▸ **PROBLEM STATEMENT**: Look through the records that follow. Copy every line containing the word "Știubeiului".

▸ **EXERCISE DATA**:

***

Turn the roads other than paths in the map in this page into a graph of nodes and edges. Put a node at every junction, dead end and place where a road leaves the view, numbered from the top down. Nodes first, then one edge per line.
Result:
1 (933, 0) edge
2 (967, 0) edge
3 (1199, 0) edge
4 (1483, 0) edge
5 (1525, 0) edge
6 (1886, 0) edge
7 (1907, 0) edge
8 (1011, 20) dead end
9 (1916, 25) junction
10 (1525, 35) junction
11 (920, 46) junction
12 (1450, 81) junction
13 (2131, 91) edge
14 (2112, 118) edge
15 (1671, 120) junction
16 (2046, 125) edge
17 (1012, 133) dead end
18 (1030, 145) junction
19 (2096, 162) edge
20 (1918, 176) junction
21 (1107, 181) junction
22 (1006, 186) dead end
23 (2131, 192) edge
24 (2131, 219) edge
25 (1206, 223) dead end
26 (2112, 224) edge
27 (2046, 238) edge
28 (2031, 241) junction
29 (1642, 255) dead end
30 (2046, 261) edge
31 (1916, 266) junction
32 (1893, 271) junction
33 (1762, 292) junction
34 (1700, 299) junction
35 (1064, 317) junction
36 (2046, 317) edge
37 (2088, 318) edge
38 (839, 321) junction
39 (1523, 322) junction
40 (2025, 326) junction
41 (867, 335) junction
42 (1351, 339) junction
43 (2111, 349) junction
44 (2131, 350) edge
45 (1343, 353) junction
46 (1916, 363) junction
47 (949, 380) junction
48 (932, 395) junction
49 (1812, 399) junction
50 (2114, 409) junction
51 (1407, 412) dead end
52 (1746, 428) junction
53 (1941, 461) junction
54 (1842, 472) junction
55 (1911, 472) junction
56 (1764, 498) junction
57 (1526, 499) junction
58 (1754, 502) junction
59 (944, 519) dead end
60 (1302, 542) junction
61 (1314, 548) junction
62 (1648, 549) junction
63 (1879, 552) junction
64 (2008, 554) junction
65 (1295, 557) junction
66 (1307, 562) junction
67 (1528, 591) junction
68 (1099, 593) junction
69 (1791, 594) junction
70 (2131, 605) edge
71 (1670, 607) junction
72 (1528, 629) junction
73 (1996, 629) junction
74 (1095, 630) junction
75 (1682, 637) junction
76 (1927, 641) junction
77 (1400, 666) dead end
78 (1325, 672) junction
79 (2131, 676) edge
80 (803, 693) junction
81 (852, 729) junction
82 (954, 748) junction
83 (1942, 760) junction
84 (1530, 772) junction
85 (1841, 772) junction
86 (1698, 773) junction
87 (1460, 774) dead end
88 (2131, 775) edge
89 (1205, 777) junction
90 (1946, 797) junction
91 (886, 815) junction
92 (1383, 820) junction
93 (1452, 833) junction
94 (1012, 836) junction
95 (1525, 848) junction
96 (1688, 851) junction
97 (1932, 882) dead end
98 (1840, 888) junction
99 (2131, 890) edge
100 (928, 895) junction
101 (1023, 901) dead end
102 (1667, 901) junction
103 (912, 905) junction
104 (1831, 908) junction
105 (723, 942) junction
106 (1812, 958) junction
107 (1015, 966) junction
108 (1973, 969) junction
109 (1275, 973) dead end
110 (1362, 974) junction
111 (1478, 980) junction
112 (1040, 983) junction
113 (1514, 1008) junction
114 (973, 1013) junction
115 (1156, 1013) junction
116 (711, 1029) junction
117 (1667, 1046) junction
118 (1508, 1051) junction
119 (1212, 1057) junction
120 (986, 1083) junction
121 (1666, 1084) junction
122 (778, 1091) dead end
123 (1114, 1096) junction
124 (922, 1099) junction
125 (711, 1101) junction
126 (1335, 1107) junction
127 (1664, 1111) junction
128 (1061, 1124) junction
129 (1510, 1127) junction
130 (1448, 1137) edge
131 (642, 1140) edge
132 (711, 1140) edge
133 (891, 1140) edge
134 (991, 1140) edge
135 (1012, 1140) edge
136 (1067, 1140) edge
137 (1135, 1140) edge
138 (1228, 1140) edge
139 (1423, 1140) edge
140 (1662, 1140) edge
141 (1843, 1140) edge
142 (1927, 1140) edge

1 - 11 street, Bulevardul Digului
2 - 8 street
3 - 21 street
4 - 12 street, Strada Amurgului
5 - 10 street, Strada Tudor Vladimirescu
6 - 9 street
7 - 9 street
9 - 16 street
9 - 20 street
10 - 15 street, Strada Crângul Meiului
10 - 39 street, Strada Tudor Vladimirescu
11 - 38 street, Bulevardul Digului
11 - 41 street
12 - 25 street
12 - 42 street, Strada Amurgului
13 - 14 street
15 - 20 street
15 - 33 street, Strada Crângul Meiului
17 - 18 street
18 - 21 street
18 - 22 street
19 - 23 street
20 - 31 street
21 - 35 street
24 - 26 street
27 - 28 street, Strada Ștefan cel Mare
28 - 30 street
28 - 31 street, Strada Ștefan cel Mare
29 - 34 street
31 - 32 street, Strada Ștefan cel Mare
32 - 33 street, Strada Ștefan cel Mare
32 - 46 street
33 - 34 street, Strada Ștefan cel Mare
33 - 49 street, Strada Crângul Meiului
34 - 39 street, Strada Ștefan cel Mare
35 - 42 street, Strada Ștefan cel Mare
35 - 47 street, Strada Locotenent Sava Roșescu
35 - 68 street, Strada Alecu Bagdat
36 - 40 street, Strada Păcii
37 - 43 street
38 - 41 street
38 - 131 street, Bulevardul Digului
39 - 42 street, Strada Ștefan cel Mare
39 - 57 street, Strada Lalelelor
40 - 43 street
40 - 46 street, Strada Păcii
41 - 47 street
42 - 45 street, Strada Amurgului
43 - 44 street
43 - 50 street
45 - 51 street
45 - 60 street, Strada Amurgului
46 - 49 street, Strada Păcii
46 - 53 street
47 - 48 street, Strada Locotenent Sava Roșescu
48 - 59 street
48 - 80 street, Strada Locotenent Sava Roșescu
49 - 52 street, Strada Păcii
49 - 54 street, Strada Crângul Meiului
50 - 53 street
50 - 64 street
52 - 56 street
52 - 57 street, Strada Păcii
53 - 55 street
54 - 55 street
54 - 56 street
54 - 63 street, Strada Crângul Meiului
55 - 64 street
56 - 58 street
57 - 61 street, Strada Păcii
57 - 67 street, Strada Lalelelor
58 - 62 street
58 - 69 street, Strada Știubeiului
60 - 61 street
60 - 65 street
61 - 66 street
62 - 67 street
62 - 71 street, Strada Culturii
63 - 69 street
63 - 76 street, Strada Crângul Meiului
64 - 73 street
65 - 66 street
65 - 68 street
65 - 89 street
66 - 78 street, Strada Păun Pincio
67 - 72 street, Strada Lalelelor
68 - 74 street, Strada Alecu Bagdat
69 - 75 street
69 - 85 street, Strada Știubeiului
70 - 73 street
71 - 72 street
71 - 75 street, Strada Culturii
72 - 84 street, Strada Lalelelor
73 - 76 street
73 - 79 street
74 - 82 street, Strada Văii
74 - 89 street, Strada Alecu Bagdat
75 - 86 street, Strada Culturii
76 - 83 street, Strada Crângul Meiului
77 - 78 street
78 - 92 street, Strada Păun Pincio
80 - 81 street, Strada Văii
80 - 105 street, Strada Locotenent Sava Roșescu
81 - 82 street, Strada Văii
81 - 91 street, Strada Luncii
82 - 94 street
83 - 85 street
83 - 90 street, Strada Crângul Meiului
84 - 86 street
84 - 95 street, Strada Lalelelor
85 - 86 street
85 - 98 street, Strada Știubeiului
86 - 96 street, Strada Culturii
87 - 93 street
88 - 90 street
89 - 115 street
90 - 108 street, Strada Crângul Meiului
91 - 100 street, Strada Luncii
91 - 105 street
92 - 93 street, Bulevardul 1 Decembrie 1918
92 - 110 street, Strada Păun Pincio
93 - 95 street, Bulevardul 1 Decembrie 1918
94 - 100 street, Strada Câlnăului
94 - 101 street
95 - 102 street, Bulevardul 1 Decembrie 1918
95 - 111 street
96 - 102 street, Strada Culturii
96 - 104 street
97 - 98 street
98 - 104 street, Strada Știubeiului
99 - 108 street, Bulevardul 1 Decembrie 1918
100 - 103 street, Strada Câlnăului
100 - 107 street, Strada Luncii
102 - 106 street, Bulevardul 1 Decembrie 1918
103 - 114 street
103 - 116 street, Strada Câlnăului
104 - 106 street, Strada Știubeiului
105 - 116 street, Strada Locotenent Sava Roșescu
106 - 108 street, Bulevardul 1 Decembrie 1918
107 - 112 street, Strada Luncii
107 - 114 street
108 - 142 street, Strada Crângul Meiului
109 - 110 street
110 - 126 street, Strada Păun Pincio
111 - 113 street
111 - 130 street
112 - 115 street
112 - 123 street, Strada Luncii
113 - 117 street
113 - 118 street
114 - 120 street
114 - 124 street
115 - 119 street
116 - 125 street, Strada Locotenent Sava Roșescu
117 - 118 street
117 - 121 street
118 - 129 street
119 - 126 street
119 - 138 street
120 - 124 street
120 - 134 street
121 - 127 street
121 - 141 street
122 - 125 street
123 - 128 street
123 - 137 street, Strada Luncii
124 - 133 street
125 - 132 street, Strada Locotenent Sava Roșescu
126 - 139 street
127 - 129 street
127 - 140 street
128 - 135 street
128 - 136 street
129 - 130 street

***

▸ **COMPLETED TASK**:
58 - 69 street, Strada Știubeiului
69 - 85 street, Strada Știubeiului
85 - 98 street, Strada Știubeiului
98 - 104 street, Strada Știubeiului
104 - 106 street, Strada Știubeiului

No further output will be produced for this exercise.